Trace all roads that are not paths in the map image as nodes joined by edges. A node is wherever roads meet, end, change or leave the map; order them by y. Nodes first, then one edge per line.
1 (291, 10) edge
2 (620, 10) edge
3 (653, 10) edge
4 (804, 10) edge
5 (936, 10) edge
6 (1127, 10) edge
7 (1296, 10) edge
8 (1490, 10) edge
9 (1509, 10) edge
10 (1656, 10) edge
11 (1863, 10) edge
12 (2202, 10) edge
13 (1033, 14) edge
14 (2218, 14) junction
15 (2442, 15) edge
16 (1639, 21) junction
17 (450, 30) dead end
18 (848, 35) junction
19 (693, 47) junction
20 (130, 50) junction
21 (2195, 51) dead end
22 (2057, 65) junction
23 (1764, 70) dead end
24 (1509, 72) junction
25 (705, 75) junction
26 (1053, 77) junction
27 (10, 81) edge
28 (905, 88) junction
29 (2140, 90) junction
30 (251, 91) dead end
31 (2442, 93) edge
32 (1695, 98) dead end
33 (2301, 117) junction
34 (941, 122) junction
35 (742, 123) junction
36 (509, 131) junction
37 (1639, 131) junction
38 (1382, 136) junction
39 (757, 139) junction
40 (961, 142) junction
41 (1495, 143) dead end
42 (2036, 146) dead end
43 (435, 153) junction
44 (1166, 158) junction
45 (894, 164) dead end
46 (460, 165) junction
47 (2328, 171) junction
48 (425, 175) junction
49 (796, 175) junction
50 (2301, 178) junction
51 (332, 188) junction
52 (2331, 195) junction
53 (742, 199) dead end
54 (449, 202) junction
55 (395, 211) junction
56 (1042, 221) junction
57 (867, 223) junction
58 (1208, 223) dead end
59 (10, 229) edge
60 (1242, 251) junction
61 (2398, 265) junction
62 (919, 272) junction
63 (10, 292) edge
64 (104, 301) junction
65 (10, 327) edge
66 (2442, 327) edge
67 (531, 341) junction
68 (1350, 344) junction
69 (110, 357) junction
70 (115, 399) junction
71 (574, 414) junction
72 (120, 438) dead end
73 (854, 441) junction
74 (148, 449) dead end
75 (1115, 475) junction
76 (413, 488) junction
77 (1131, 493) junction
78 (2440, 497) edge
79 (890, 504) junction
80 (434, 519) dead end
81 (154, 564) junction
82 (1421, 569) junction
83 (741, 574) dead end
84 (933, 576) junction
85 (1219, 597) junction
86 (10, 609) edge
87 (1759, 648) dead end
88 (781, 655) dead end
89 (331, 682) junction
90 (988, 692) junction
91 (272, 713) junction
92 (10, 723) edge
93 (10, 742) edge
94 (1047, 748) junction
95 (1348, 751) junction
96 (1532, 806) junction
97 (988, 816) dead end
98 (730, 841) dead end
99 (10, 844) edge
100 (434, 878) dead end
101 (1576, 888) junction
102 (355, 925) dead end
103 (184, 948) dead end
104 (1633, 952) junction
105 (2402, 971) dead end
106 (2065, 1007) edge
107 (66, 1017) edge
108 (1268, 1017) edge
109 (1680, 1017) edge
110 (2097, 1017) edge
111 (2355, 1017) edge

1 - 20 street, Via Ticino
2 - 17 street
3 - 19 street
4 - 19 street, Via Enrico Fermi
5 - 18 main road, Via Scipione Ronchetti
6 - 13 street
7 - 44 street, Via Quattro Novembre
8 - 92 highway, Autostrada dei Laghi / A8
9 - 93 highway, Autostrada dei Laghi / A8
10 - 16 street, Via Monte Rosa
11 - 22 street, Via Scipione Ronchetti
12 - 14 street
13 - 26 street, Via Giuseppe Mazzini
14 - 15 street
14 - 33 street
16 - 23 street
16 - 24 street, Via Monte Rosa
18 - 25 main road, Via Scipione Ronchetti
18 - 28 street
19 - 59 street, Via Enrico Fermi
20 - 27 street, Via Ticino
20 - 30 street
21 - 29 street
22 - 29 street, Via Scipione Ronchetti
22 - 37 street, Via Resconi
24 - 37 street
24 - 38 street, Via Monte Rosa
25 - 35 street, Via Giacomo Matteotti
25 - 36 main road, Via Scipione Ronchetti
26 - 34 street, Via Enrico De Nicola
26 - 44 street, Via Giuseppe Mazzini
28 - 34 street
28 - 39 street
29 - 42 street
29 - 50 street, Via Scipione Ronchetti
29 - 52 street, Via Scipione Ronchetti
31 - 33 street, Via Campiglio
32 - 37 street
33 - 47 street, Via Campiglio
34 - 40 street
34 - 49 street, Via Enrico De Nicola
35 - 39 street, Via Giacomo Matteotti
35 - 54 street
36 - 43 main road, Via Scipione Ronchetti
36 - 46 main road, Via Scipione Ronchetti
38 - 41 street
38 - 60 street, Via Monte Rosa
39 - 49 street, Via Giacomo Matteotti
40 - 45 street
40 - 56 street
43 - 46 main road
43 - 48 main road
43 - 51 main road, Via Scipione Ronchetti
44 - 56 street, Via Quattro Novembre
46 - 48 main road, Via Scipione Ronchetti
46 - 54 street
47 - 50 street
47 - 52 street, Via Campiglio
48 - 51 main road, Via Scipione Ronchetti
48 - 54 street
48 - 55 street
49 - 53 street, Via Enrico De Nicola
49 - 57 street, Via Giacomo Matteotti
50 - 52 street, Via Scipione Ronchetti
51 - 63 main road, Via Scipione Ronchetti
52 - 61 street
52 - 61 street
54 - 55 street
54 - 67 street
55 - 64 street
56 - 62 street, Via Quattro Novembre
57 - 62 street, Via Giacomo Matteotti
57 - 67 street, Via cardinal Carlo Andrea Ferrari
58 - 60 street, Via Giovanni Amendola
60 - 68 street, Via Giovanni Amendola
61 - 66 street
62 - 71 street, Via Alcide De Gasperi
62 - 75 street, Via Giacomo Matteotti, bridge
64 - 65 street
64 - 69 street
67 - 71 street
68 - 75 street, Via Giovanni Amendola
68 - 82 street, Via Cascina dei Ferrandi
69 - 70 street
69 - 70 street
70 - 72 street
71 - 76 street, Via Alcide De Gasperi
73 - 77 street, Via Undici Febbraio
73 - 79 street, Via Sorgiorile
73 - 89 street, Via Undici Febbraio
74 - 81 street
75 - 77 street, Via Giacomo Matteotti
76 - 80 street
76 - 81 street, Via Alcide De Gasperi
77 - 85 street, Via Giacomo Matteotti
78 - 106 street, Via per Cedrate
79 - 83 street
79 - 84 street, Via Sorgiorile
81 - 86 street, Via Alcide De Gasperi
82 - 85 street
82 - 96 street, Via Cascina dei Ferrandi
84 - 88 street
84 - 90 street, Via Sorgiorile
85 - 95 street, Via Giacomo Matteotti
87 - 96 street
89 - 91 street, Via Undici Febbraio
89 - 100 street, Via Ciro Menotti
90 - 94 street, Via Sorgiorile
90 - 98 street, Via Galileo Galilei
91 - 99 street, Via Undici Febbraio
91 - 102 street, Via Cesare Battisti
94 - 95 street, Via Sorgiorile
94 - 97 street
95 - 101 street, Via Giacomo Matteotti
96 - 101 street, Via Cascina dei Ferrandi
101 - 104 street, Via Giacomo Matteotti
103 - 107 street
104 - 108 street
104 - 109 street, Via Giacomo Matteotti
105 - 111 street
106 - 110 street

══════

**TASK INSTRUCTIONS**
Reproduce each record exactly as it appears.

**YOUR RESPONSE**
Trace all roads that are not paths in the map image as nodes joined by edges. A node is wherever roads meet, end, change or leave the map; order them by y. Nodes first, then one edge per line.
1 (291, 10) edge
2 (620, 10) edge
3 (653, 10) edge
4 (804, 10) edge
5 (936, 10) edge
6 (1127, 10) edge
7 (1296, 10) edge
8 (1490, 10) edge
9 (1509, 10) edge
10 (1656, 10) edge
11 (1863, 10) edge
12 (2202, 10) edge
13 (1033, 14) edge
14 (2218, 14) junction
15 (2442, 15) edge
16 (1639, 21) junction
17 (450, 30) dead end
18 (848, 35) junction
19 (693, 47) junction
20 (130, 50) junction
21 (2195, 51) dead end
22 (2057, 65) junction
23 (1764, 70) dead end
24 (1509, 72) junction
25 (705, 75) junction
26 (1053, 77) junction
27 (10, 81) edge
28 (905, 88) junction
29 (2140, 90) junction
30 (251, 91) dead end
31 (2442, 93) edge
32 (1695, 98) dead end
33 (2301, 117) junction
34 (941, 122) junction
35 (742, 123) junction
36 (509, 131) junction
37 (1639, 131) junction
38 (1382, 136) junction
39 (757, 139) junction
40 (961, 142) junction
41 (1495, 143) dead end
42 (2036, 146) dead end
43 (435, 153) junction
44 (1166, 158) junction
45 (894, 164) dead end
46 (460, 165) junction
47 (2328, 171) junction
48 (425, 175) junction
49 (796, 175) junction
50 (2301, 178) junction
51 (332, 188) junction
52 (2331, 195) junction
53 (742, 199) dead end
54 (449, 202) junction
55 (395, 211) junction
56 (1042, 221) junction
57 (867, 223) junction
58 (1208, 223) dead end
59 (10, 229) edge
60 (1242, 251) junction
61 (2398, 265) junction
62 (919, 272) junction
63 (10, 292) edge
64 (104, 301) junction
65 (10, 327) edge
66 (2442, 327) edge
67 (531, 341) junction
68 (1350, 344) junction
69 (110, 357) junction
70 (115, 399) junction
71 (574, 414) junction
72 (120, 438) dead end
73 (854, 441) junction
74 (148, 449) dead end
75 (1115, 475) junction
76 (413, 488) junction
77 (1131, 493) junction
78 (2440, 497) edge
79 (890, 504) junction
80 (434, 519) dead end
81 (154, 564) junction
82 (1421, 569) junction
83 (741, 574) dead end
84 (933, 576) junction
85 (1219, 597) junction
86 (10, 609) edge
87 (1759, 648) dead end
88 (781, 655) dead end
89 (331, 682) junction
90 (988, 692) junction
91 (272, 713) junction
92 (10, 723) edge
93 (10, 742) edge
94 (1047, 748) junction
95 (1348, 751) junction
96 (1532, 806) junction
97 (988, 816) dead end
98 (730, 841) dead end
99 (10, 844) edge
100 (434, 878) dead end
101 (1576, 888) junction
102 (355, 925) dead end
103 (184, 948) dead end
104 (1633, 952) junction
105 (2402, 971) dead end
106 (2065, 1007) edge
107 (66, 1017) edge
108 (1268, 1017) edge
109 (1680, 1017) edge
110 (2097, 1017) edge
111 (2355, 1017) edge

1 - 20 street, Via Ticino
2 - 17 street
3 - 19 street
4 - 19 street, Via Enrico Fermi
5 - 18 main road, Via Scipione Ronchetti
6 - 13 street
7 - 44 street, Via Quattro Novembre
8 - 92 highway, Autostrada dei Laghi / A8
9 - 93 highway, Autostrada dei Laghi / A8
10 - 16 street, Via Monte Rosa
11 - 22 street, Via Scipione Ronchetti
12 - 14 street
13 - 26 street, Via Giuseppe Mazzini
14 - 15 street
14 - 33 street
16 - 23 street
16 - 24 street, Via Monte Rosa
18 - 25 main road, Via Scipione Ronchetti
18 - 28 street
19 - 59 street, Via Enrico Fermi
20 - 27 street, Via Ticino
20 - 30 street
21 - 29 street
22 - 29 street, Via Scipione Ronchetti
22 - 37 street, Via Resconi
24 - 37 street
24 - 38 street, Via Monte Rosa
25 - 35 street, Via Giacomo Matteotti
25 - 36 main road, Via Scipione Ronchetti
26 - 34 street, Via Enrico De Nicola
26 - 44 street, Via Giuseppe Mazzini
28 - 34 street
28 - 39 street
29 - 42 street
29 - 50 street, Via Scipione Ronchetti
29 - 52 street, Via Scipione Ronchetti
31 - 33 street, Via Campiglio
32 - 37 street
33 - 47 street, Via Campiglio
34 - 40 street
34 - 49 street, Via Enrico De Nicola
35 - 39 street, Via Giacomo Matteotti
35 - 54 street
36 - 43 main road, Via Scipione Ronchetti
36 - 46 main road, Via Scipione Ronchetti
38 - 41 street
38 - 60 street, Via Monte Rosa
39 - 49 street, Via Giacomo Matteotti
40 - 45 street
40 - 56 street
43 - 46 main road
43 - 48 main road
43 - 51 main road, Via Scipione Ronchetti
44 - 56 street, Via Quattro Novembre
46 - 48 main road, Via Scipione Ronchetti
46 - 54 street
47 - 50 street
47 - 52 street, Via Campiglio
48 - 51 main road, Via Scipione Ronchetti
48 - 54 street
48 - 55 street
49 - 53 street, Via Enrico De Nicola
49 - 57 street, Via Giacomo Matteotti
50 - 52 street, Via Scipione Ronchetti
51 - 63 main road, Via Scipione Ronchetti
52 - 61 street
52 - 61 street
54 - 55 street
54 - 67 street
55 - 64 street
56 - 62 street, Via Quattro Novembre
57 - 62 street, Via Giacomo Matteotti
57 - 67 street, Via cardinal Carlo Andrea Ferrari
58 - 60 street, Via Giovanni Amendola
60 - 68 street, Via Giovanni Amendola
61 - 66 street
62 - 71 street, Via Alcide De Gasperi
62 - 75 street, Via Giacomo Matteotti, bridge
64 - 65 street
64 - 69 street
67 - 71 street
68 - 75 street, Via Giovanni Amendola
68 - 82 street, Via Cascina dei Ferrandi
69 - 70 street
69 - 70 street
70 - 72 street
71 - 76 street, Via Alcide De Gasperi
73 - 77 street, Via Undici Febbraio
73 - 79 street, Via Sorgiorile
73 - 89 street, Via Undici Febbraio
74 - 81 street
75 - 77 street, Via Giacomo Matteotti
76 - 80 street
76 - 81 street, Via Alcide De Gasperi
77 - 85 street, Via Giacomo Matteotti
78 - 106 street, Via per Cedrate
79 - 83 street
79 - 84 street, Via Sorgiorile
81 - 86 street, Via Alcide De Gasperi
82 - 85 street
82 - 96 street, Via Cascina dei Ferrandi
84 - 88 street
84 - 90 street, Via Sorgiorile
85 - 95 street, Via Giacomo Matteotti
87 - 96 street
89 - 91 street, Via Undici Febbraio
89 - 100 street, Via Ciro Menotti
90 - 94 street, Via Sorgiorile
90 - 98 street, Via Galileo Galilei
91 - 99 street, Via Undici Febbraio
91 - 102 street, Via Cesare Battisti
94 - 95 street, Via Sorgiorile
94 - 97 street
95 - 101 street, Via Giacomo Matteotti
96 - 101 street, Via Cascina dei Ferrandi
101 - 104 street, Via Giacomo Matteotti
103 - 107 street
104 - 108 street
104 - 109 street, Via Giacomo Matteotti
105 - 111 street
106 - 110 street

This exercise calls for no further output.